Collected data:
►

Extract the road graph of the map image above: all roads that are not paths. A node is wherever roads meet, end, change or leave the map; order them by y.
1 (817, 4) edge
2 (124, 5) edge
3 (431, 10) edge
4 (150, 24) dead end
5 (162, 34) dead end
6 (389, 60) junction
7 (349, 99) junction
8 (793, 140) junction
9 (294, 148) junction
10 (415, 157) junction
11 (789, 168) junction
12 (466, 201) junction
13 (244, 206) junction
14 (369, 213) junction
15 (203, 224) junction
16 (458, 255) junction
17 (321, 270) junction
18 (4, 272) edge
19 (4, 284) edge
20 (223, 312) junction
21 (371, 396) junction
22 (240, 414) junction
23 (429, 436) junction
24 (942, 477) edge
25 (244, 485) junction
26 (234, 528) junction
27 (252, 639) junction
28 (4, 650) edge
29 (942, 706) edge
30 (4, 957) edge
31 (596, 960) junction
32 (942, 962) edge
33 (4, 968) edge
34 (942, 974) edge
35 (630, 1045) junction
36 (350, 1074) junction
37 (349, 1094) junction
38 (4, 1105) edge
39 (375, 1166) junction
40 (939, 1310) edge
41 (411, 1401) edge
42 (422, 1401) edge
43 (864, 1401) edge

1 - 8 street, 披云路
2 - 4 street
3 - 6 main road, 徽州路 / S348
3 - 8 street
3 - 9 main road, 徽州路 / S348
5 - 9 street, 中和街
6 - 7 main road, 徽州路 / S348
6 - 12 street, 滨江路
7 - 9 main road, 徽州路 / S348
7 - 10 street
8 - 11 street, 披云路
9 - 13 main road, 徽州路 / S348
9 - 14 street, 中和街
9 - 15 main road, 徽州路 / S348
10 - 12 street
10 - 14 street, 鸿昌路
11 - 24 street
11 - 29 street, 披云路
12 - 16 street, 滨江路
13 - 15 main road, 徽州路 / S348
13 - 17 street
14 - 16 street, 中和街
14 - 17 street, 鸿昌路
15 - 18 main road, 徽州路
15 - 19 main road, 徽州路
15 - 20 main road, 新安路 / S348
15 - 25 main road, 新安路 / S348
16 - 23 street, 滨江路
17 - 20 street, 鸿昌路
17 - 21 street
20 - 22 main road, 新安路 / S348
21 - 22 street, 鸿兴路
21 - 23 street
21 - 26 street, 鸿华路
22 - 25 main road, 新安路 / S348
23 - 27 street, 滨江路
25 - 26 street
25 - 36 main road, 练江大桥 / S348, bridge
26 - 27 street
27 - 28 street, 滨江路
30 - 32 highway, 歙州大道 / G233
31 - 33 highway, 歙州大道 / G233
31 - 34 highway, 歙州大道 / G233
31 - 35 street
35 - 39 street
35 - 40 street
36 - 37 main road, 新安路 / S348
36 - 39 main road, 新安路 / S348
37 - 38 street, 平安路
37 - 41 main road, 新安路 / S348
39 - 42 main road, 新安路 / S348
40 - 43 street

◄

- _Your assignment_: Copy each line containing the word "highway" from the data.

- _Result of the exercise_:
30 - 32 highway, 歙州大道 / G233
31 - 33 highway, 歙州大道 / G233
31 - 34 highway, 歙州大道 / G233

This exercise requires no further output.